• EXERCISE PROMPT: Bring together copies of the lines in the data below that contain the word "Court".

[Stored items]
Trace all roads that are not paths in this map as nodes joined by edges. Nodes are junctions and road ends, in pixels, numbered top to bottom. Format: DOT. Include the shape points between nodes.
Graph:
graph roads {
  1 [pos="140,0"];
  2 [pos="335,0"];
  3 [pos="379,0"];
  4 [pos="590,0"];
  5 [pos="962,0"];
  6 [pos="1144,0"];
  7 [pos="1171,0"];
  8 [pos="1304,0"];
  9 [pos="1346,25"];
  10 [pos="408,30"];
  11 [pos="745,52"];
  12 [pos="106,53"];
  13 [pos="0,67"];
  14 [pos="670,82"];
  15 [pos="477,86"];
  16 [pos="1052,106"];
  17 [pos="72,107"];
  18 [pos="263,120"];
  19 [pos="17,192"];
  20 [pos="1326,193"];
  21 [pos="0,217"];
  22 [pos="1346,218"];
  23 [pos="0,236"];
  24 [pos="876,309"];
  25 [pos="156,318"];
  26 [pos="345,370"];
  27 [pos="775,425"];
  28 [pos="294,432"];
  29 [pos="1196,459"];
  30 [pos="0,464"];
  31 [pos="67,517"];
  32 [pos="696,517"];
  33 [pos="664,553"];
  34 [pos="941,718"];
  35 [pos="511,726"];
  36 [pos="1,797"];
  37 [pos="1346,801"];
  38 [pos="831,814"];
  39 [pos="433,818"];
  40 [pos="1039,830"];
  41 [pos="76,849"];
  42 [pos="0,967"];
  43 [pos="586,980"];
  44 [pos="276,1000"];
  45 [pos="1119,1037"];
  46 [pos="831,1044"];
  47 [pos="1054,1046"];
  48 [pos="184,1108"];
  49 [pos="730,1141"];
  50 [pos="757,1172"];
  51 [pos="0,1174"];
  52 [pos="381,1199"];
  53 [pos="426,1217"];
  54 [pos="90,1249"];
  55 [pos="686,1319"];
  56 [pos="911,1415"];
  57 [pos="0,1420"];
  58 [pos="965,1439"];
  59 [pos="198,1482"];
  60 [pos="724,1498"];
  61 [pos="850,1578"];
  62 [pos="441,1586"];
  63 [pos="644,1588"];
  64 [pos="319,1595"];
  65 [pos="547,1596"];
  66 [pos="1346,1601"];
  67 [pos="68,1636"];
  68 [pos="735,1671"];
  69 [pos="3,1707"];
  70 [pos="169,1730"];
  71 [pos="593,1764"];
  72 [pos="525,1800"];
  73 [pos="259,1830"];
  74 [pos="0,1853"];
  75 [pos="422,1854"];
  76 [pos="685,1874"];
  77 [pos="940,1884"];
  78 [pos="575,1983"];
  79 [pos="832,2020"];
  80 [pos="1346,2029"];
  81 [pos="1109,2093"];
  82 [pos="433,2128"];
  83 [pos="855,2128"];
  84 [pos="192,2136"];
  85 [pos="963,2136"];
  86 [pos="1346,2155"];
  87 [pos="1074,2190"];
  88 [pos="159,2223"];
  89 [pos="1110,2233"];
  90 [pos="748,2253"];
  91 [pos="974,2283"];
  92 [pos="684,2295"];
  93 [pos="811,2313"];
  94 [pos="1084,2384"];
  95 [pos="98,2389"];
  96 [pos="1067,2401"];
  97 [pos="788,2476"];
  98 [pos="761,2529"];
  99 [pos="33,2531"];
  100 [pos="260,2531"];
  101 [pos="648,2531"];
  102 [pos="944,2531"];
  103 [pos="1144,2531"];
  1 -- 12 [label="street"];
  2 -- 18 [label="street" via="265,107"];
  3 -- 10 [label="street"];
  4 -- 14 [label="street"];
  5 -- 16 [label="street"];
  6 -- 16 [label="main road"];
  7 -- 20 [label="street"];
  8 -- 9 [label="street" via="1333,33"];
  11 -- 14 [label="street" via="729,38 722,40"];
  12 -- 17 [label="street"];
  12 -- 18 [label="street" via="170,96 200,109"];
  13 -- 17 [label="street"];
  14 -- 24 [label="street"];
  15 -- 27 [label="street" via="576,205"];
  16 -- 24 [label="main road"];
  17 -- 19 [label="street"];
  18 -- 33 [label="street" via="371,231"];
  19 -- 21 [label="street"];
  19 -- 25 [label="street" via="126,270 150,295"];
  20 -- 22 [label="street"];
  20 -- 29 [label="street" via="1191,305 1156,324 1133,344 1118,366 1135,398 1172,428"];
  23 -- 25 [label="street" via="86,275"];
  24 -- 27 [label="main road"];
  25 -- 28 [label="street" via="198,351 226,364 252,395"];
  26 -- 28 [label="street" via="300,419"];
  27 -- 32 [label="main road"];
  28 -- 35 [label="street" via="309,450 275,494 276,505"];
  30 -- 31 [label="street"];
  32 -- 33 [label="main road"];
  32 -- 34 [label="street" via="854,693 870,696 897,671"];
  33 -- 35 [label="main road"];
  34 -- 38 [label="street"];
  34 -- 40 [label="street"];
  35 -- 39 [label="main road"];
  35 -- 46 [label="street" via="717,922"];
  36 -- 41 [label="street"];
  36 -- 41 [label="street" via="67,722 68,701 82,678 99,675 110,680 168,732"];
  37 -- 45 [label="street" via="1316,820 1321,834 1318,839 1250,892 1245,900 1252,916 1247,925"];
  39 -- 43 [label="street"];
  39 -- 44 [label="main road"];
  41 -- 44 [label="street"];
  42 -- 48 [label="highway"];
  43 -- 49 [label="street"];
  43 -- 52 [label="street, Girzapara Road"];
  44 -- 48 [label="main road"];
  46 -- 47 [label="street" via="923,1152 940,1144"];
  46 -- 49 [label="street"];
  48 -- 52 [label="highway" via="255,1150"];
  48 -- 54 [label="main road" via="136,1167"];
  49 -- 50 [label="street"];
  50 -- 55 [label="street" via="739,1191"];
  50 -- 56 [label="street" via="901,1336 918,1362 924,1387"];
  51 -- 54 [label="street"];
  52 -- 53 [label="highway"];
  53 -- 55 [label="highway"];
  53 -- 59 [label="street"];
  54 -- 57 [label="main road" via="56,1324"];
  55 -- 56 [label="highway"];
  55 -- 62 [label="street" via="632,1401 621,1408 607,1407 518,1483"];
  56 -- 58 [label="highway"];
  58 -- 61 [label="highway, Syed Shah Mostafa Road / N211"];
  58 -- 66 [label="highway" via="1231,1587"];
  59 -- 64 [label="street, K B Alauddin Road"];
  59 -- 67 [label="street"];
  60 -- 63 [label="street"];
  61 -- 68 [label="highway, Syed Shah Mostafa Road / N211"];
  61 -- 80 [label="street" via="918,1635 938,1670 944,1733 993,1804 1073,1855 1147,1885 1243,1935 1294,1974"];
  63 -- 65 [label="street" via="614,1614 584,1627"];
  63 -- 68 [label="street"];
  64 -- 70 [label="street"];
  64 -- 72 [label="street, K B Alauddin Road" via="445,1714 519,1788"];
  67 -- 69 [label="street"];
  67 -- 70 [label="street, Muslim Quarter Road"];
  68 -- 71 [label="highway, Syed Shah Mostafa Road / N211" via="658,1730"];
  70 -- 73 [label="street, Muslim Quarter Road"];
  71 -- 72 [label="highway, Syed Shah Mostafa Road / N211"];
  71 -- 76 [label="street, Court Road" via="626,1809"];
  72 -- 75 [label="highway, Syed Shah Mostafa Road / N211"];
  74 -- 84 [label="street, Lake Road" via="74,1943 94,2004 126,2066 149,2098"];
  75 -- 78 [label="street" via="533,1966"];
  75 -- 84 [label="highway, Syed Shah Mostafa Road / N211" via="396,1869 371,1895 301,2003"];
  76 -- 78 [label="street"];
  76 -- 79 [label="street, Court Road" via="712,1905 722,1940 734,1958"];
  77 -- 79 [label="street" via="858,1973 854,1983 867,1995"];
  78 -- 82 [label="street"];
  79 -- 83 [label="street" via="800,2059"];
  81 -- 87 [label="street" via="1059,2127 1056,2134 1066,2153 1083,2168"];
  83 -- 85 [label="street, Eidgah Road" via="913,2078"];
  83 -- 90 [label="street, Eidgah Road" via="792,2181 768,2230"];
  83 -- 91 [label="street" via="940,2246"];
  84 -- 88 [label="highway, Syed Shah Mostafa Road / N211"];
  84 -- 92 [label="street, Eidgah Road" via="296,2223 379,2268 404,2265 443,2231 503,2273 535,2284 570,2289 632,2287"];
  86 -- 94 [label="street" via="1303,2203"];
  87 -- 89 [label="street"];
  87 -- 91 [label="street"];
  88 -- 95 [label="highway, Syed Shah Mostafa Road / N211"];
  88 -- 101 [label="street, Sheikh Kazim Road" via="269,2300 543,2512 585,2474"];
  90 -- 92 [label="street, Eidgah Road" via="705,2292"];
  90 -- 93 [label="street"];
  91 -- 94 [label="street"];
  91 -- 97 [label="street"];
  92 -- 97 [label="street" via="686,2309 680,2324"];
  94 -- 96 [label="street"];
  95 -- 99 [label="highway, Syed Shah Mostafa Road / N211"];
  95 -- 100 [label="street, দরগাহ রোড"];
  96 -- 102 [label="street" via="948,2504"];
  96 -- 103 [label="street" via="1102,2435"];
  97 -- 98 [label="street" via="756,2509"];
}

• SOLUTION FOR THIS PROBLEM:
  71 -- 76 [label="street, Court Road" via="626,1809"];
  76 -- 79 [label="street, Court Road" via="712,1905 722,1940 734,1958"];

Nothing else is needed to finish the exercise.